(EXERCISE DESCRIPTION) Find the string "Ferguslie" in the data, and copy out each line that has it.

(LISTED ENTRIES)
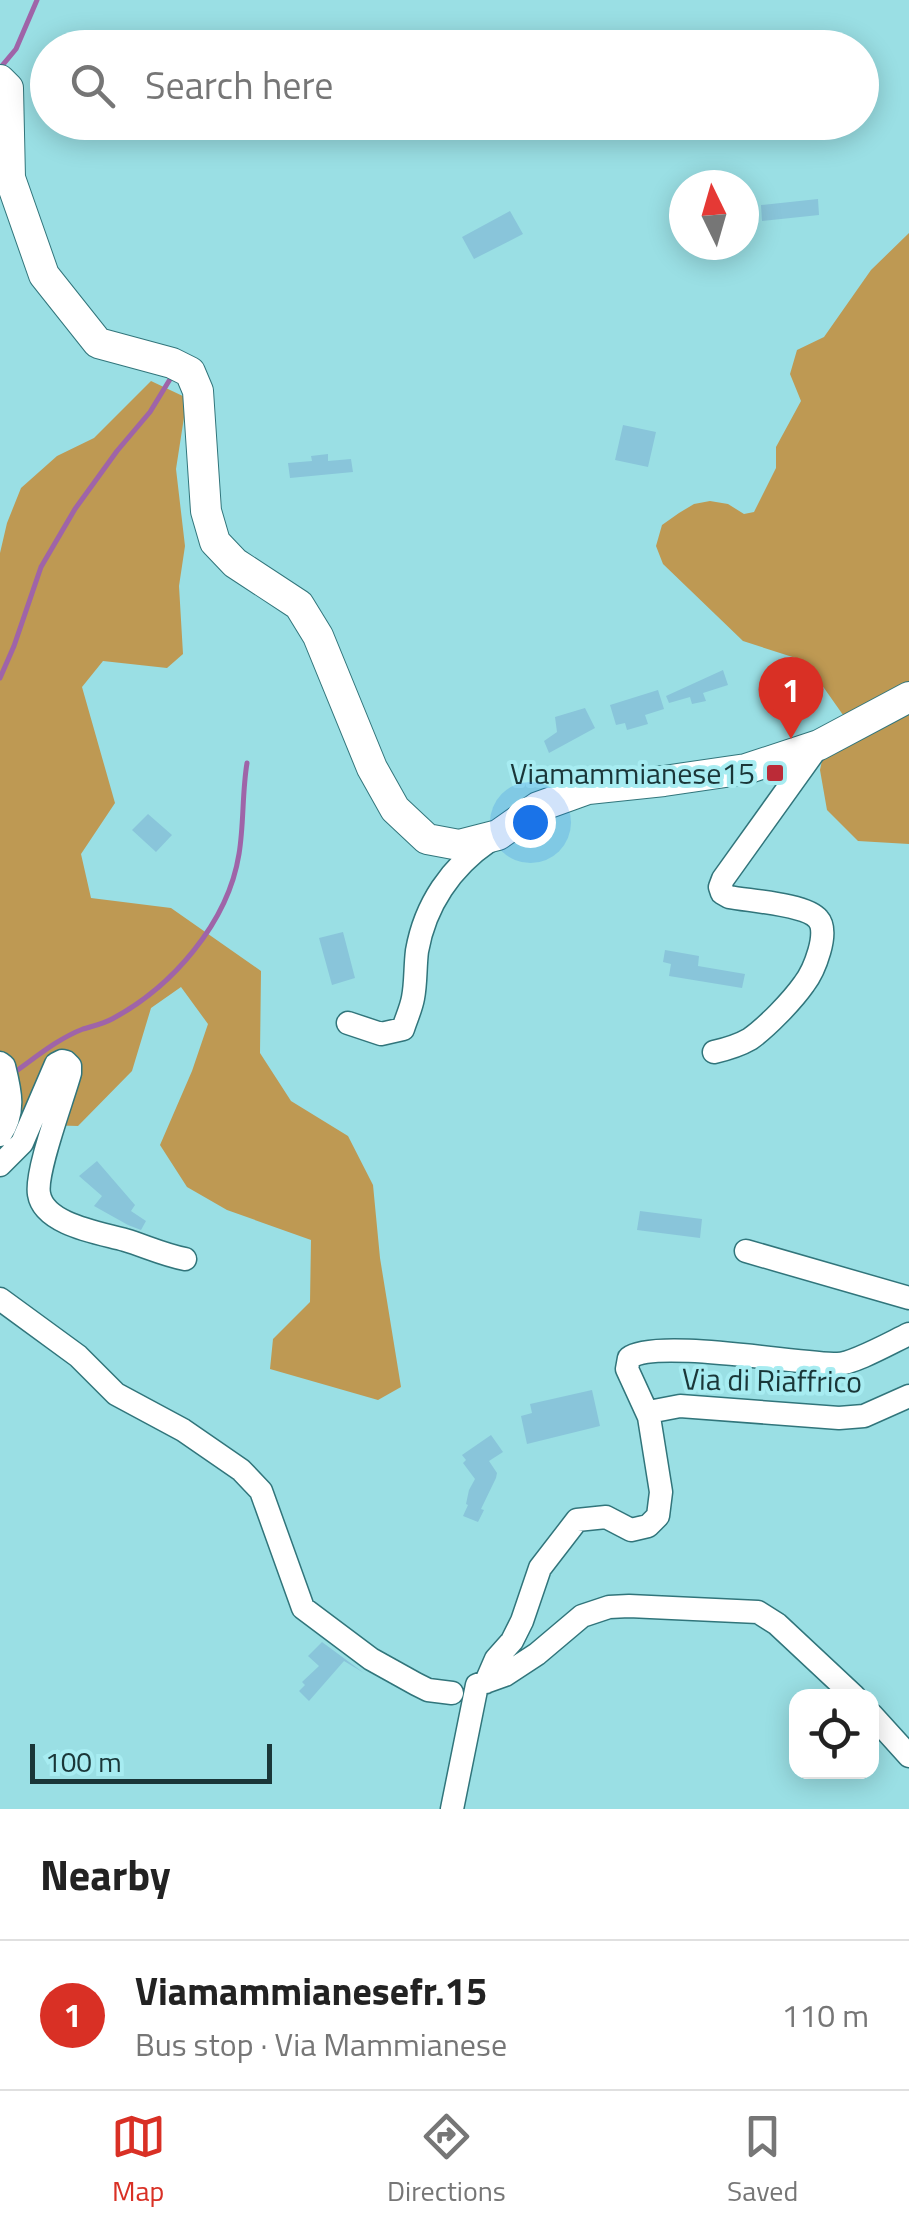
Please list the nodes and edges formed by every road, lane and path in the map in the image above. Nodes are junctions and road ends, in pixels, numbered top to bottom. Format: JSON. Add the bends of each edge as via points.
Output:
{"nodes":[{"id":1,"x":0,"y":80,"type":"edge"},
{"id":2,"x":909,"y":697,"type":"edge"},
{"id":3,"x":819,"y":745,"type":"junction"},
{"id":4,"x":498,"y":835,"type":"junction"},
{"id":5,"x":348,"y":1023,"type":"dead end"},
{"id":6,"x":714,"y":1052,"type":"dead end"},
{"id":7,"x":0,"y":1064,"type":"edge"},
{"id":8,"x":0,"y":1135,"type":"edge"},
{"id":9,"x":0,"y":1166,"type":"edge"},
{"id":10,"x":746,"y":1251,"type":"dead end"},
{"id":11,"x":184,"y":1259,"type":"dead end"},
{"id":12,"x":909,"y":1298,"type":"edge"},
{"id":13,"x":0,"y":1300,"type":"edge"},
{"id":14,"x":909,"y":1334,"type":"edge"},
{"id":15,"x":909,"y":1396,"type":"edge"},
{"id":16,"x":649,"y":1417,"type":"junction"},
{"id":17,"x":482,"y":1683,"type":"junction"},
{"id":18,"x":847,"y":1689,"type":"edge"},
{"id":19,"x":879,"y":1723,"type":"edge"},
{"id":20,"x":909,"y":1756,"type":"edge"},
{"id":21,"x":452,"y":1809,"type":"edge"}],
"edges":[{"from":1,"to":4,"type":"main road","via":[[8,88],[10,178],[44,275],[98,343],[190,372],[198,391],[214,542],[299,605],[395,809],[427,839],[459,846]]},
{"from":2,"to":3,"type":"main road"},
{"from":3,"to":4,"type":"main road","via":[[746,768],[588,788],[538,807]]},
{"from":3,"to":6,"type":"street","via":[[720,887],[729,897],[817,916],[823,938],[805,983],[771,1020],[747,1040]]},
{"from":4,"to":5,"type":"street","via":[[467,856],[427,916],[402,1028],[381,1034]]},
{"from":7,"to":8,"type":"street","via":[[12,1098]]},
{"from":9,"to":11,"type":"street","via":[[22,1143],[56,1064],[66,1062],[70,1073],[38,1181],[41,1202],[68,1224]]},
{"from":10,"to":12,"type":"street"},
{"from":13,"to":17,"type":"street","via":[[78,1356],[116,1394],[241,1470],[261,1491],[303,1608],[442,1697]]},
{"from":14,"to":16,"type":"street","via":[[842,1364],[636,1352],[627,1369]]},
{"from":15,"to":16,"type":"street","name":"Via di Riaffrico","via":[[864,1416],[680,1406]]},
{"from":16,"to":17,"type":"street","name":"Via di Riaffrico","via":[[658,1516],[631,1530],[606,1517],[577,1520],[540,1568],[522,1621]]},
{"from":17,"to":18,"type":"street","via":[[537,1654],[582,1616],[628,1606],[758,1612]]},
{"from":17,"to":21,"type":"street","name":"Via di Riaffrico"},
{"from":19,"to":20,"type":"street"}]}
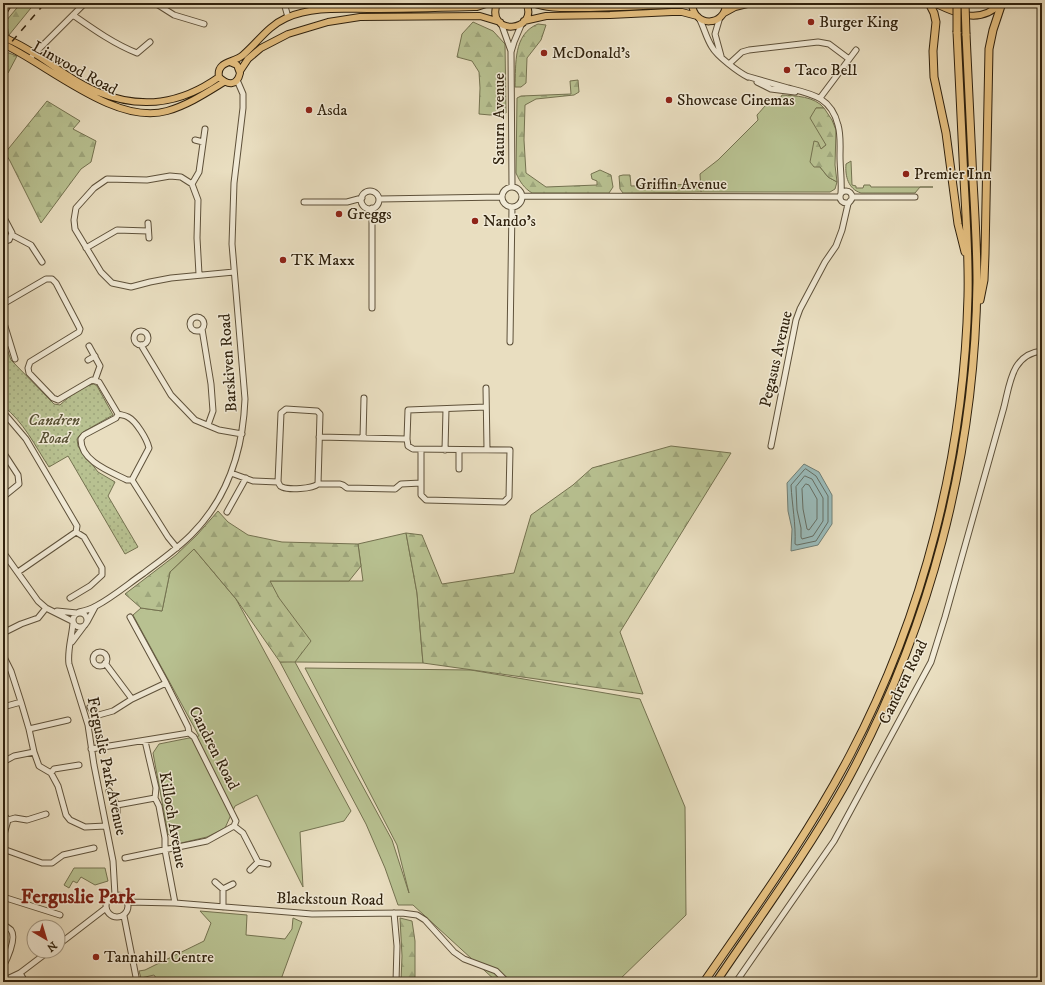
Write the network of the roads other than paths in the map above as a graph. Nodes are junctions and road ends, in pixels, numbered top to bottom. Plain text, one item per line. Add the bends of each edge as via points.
1 (85, 3) edge
2 (155, 3) edge
3 (284, 3) edge
4 (489, 3) edge
5 (497, 3) edge
6 (526, 3) edge
7 (533, 3) edge
8 (675, 3) edge
9 (692, 3) edge
10 (726, 3) edge
11 (751, 3) edge
12 (929, 3) edge
13 (934, 3) edge
14 (956, 3) edge
15 (965, 3) edge
16 (1002, 3) edge
17 (7, 5) edge
18 (3, 13) edge
19 (72, 15) junction
20 (722, 15) junction
21 (288, 17) junction
22 (698, 17) junction
23 (523, 22) junction
24 (500, 23) junction
25 (204, 24) dead end
26 (3, 36) edge
27 (150, 42) dead end
28 (3, 44) edge
29 (856, 50) dead end
30 (511, 52) junction
31 (32, 56) junction
32 (722, 57) junction
33 (849, 59) junction
34 (230, 62) junction
35 (729, 64) junction
36 (240, 70) junction
37 (219, 77) junction
38 (237, 80) junction
39 (224, 82) junction
40 (820, 98) junction
41 (205, 129) dead end
42 (195, 140) dead end
43 (203, 142) junction
44 (842, 178) junction
45 (192, 184) junction
46 (512, 186) junction
47 (523, 196) junction
48 (502, 197) junction
49 (840, 197) junction
50 (851, 197) junction
51 (915, 197) dead end
52 (362, 198) junction
53 (379, 199) junction
54 (304, 202) dead end
55 (512, 207) junction
56 (372, 208) junction
57 (3, 216) edge
58 (844, 217) junction
59 (148, 223) dead end
60 (148, 231) junction
61 (12, 235) junction
62 (149, 238) dead end
63 (3, 242) edge
64 (86, 248) junction
65 (36, 254) junction
66 (30, 257) dead end
67 (42, 262) dead end
68 (968, 265) junction
69 (234, 272) junction
70 (199, 274) junction
71 (3, 304) edge
72 (372, 308) dead end
73 (3, 320) edge
74 (976, 325) junction
75 (202, 329) dead end
76 (510, 342) dead end
77 (10, 343) junction
78 (3, 345) edge
79 (141, 345) dead end
80 (89, 346) dead end
81 (1042, 351) edge
82 (95, 356) junction
83 (14, 359) dead end
84 (88, 360) dead end
85 (96, 380) junction
86 (486, 388) dead end
87 (364, 398) dead end
88 (486, 408) junction
89 (446, 409) junction
90 (3, 412) edge
91 (118, 414) junction
92 (208, 425) junction
93 (242, 434) junction
94 (319, 436) junction
95 (363, 438) junction
96 (407, 439) junction
97 (771, 446) dead end
98 (421, 450) junction
99 (445, 450) junction
100 (459, 450) junction
101 (487, 450) junction
102 (3, 452) edge
103 (459, 469) dead end
104 (231, 473) junction
105 (246, 478) junction
106 (132, 480) junction
107 (278, 482) junction
108 (421, 483) junction
109 (318, 484) junction
110 (3, 497) edge
111 (227, 512) dead end
112 (76, 532) junction
113 (177, 548) junction
114 (3, 552) edge
115 (18, 572) junction
116 (70, 598) dead end
117 (95, 607) junction
118 (46, 608) junction
119 (54, 611) junction
120 (78, 613) junction
121 (130, 618) dead end
122 (73, 622) junction
123 (86, 623) junction
124 (143, 624) dead end
125 (137, 628) junction
126 (3, 633) edge
127 (71, 644) junction
128 (3, 655) edge
129 (105, 663) dead end
130 (166, 683) junction
131 (132, 699) junction
132 (21, 702) junction
133 (3, 707) edge
134 (90, 707) dead end
135 (95, 716) junction
136 (68, 720) dead end
137 (94, 723) dead end
138 (30, 729) junction
139 (189, 733) junction
140 (145, 741) junction
141 (91, 749) junction
142 (34, 752) junction
143 (3, 762) edge
144 (79, 765) dead end
145 (51, 773) junction
146 (110, 791) dead end
147 (155, 798) junction
148 (117, 805) junction
149 (3, 814) edge
150 (46, 814) dead end
151 (117, 817) dead end
152 (8, 820) junction
153 (106, 826) junction
154 (234, 826) junction
155 (3, 838) edge
156 (94, 848) dead end
157 (3, 849) edge
158 (165, 850) junction
159 (125, 858) dead end
160 (258, 862) junction
161 (268, 864) dead end
162 (250, 870) dead end
163 (215, 882) dead end
164 (234, 884) dead end
165 (223, 889) junction
166 (115, 895) junction
167 (3, 897) edge
168 (128, 902) junction
169 (175, 904) junction
170 (223, 907) junction
171 (106, 908) junction
172 (394, 913) junction
173 (60, 915) dead end
174 (124, 916) junction
175 (3, 924) edge
176 (66, 938) edge
177 (39, 959) edge
178 (3, 967) edge
179 (20, 974) junction
180 (3, 981) edge
181 (25, 982) edge
182 (137, 982) edge
183 (396, 982) edge
184 (507, 982) edge
185 (704, 982) edge
186 (716, 982) edge
187 (736, 982) edge

1 - 19 street
2 - 25 street via 174,14
3 - 21 street
4 - 21 main road via 466,8 325,9
5 - 24 main road via 495,13
6 - 23 main road via 528,11
7 - 8 main road via 553,8
9 - 22 main road
10 - 20 main road
11 - 20 main road via 735,7
12 - 68 highway via 936,22 934,77 945,128 958,224
13 - 16 main road via 961,15 975,16 989,12
14 - 68 highway, bridge
15 - 74 highway, bridge via 976,254
16 - 74 highway via 988,49 984,280
17 - 18 main road
19 - 27 street via 137,53
19 - 31 street
20 - 22 main road via 710,21
20 - 32 street via 715,34
21 - 34 main road via 273,26 242,56
22 - 23 main road via 672,12 546,16
22 - 32 street via 712,47
23 - 24 main road via 515,27
23 - 30 street, Saturn Avenue
24 - 30 street, Saturn Avenue
24 - 36 main road via 480,16 360,17 328,22 288,34 261,48
26 - 31 main road, Linwood Road
28 - 31 main road, Linwood Road
29 - 33 street
30 - 46 street, Saturn Avenue
31 - 37 main road, Linwood Road via 97,92 142,103 183,97 204,88
31 - 39 main road, Linwood Road via 92,96 119,108 141,113 166,112 192,102
32 - 35 street
33 - 35 street via 829,44 818,42 749,50 742,52
33 - 40 street
34 - 36 main road via 237,65
34 - 37 main road via 219,69
35 - 40 street via 746,76 807,92
36 - 38 main road
37 - 39 main road
38 - 39 main road via 230,84
38 - 69 street, Barskiven Road via 243,94 243,108 232,219
40 - 44 street via 830,106 838,125
41 - 43 street
42 - 43 street
43 - 45 street via 199,172
44 - 49 street
44 - 50 street
45 - 64 street via 181,177 170,176 148,180 107,179 94,188 76,208 75,229
45 - 70 street via 198,200
46 - 47 street via 520,190
46 - 48 street via 505,189
47 - 49 street, Griffin Avenue
47 - 55 street via 520,204
48 - 53 street
48 - 55 street via 505,204
49 - 50 street via 846,203
49 - 50 street via 846,191
49 - 58 street
50 - 51 street
50 - 58 street, Pegasus Avenue
52 - 53 street via 364,193 370,191 377,194
52 - 54 street via 346,202
52 - 56 street via 364,206
53 - 56 street via 378,204
55 - 76 street
56 - 72 street
57 - 61 street
58 - 97 street, Pegasus Avenue via 836,246 825,262 796,320
59 - 60 street
60 - 62 street
60 - 64 street via 117,230
61 - 63 street via 9,240
61 - 65 street via 31,245
64 - 70 street via 100,272 112,283 131,288 150,282
65 - 66 street
65 - 67 street
68 - 185 highway via 963,374 951,462 929,555 900,642 862,732 823,804
69 - 70 street
69 - 93 street, Barskiven Road via 246,399
71 - 85 street via 52,278 80,329 30,362 29,373 58,400
73 - 77 street
74 - 186 highway via 965,429 950,511 933,575 900,668 876,724 831,808
75 - 92 street via 213,411
77 - 78 street
77 - 83 street
79 - 92 street via 171,395 195,420
80 - 82 street
81 - 187 street, Candren Road via 1025,357 1017,364 1012,376 946,617 931,662 834,841
82 - 84 street
82 - 85 street via 100,366
85 - 91 street
86 - 88 street
87 - 95 street
88 - 89 street
88 - 101 street
89 - 96 street via 408,410
89 - 99 street
90 - 112 street via 26,439 77,526
91 - 106 street via 127,416 133,422 149,448
91 - 106 street via 116,418 84,435 81,444 95,464
92 - 93 street via 219,430
93 - 104 street, Barskiven Road
94 - 95 street
94 - 107 street via 320,414 317,411 286,409 281,413
94 - 109 street
95 - 96 street
96 - 98 street via 408,446
98 - 99 street
98 - 108 street
99 - 100 street
100 - 101 street
100 - 103 street
101 - 108 street via 510,450 509,497 504,502 426,500 420,495
102 - 110 street via 18,476 19,484
104 - 105 street
104 - 113 street, Barskiven Road via 215,506
105 - 107 street via 253,481
105 - 111 street
106 - 113 street
107 - 109 street via 284,488 308,488
108 - 109 street via 402,484 395,489 372,490 347,488 340,484
112 - 115 street
112 - 116 street via 84,537 102,568 102,575
113 - 117 street, Barskiven Road
114 - 115 street
115 - 118 street via 38,601
117 - 120 street, Barskiven Road
117 - 123 street, Barskiven Road
118 - 119 street
118 - 126 street via 38,618
119 - 120 street
119 - 122 street
120 - 122 street via 73,616
120 - 123 street via 85,615
121 - 125 street, Candren Road
122 - 123 street via 79,627
122 - 127 street, Ferguslie Park Avenue
123 - 127 street, Ferguslie Park Avenue
124 - 125 street
125 - 130 street, Candren Road
127 - 141 street, Ferguslie Park Avenue via 69,664 85,714
128 - 132 street
129 - 131 street
130 - 131 street
130 - 139 street, Candren Road
131 - 135 street via 113,711
132 - 133 street
132 - 138 street
134 - 135 street
135 - 137 street
136 - 138 street
138 - 142 street
139 - 140 street
139 - 154 street, Candren Road via 194,737 236,821
140 - 141 street
140 - 147 street, Killoch Avenue via 156,788
141 - 153 street, Ferguslie Park Avenue
142 - 143 street via 14,756
142 - 145 street via 39,766
144 - 145 street via 54,769
145 - 153 street via 70,820 85,827
146 - 148 street
147 - 148 street
147 - 158 street, Killoch Avenue via 159,806
148 - 151 street
149 - 152 street
150 - 152 street via 27,820
152 - 155 street
153 - 166 street, Ferguslie Park Avenue via 113,861
154 - 158 street via 207,841
154 - 160 street via 243,833
156 - 157 street via 63,855 52,863 42,863
158 - 159 street
158 - 169 street, Killoch Avenue
160 - 161 street
160 - 162 street
163 - 165 street
164 - 165 street
165 - 170 street
166 - 168 street via 123,896
166 - 171 street via 107,900
167 - 173 street
168 - 169 street, Blackstoun Road
168 - 174 street
169 - 170 street, Blackstoun Road
170 - 172 street, Blackstoun Road via 312,914
171 - 174 street via 113,916
171 - 176 street
172 - 183 street via 397,946
172 - 184 street, Blackstoun Road via 417,915 425,920 454,952 464,959 496,971
174 - 182 street
175 - 178 street via 11,930 13,937
177 - 179 street
179 - 180 street
179 - 181 street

(RESPONSE TO THE EXERCISE)
122 - 127 street, Ferguslie Park Avenue
123 - 127 street, Ferguslie Park Avenue
127 - 141 street, Ferguslie Park Avenue via 69,664 85,714
141 - 153 street, Ferguslie Park Avenue
153 - 166 street, Ferguslie Park Avenue via 113,861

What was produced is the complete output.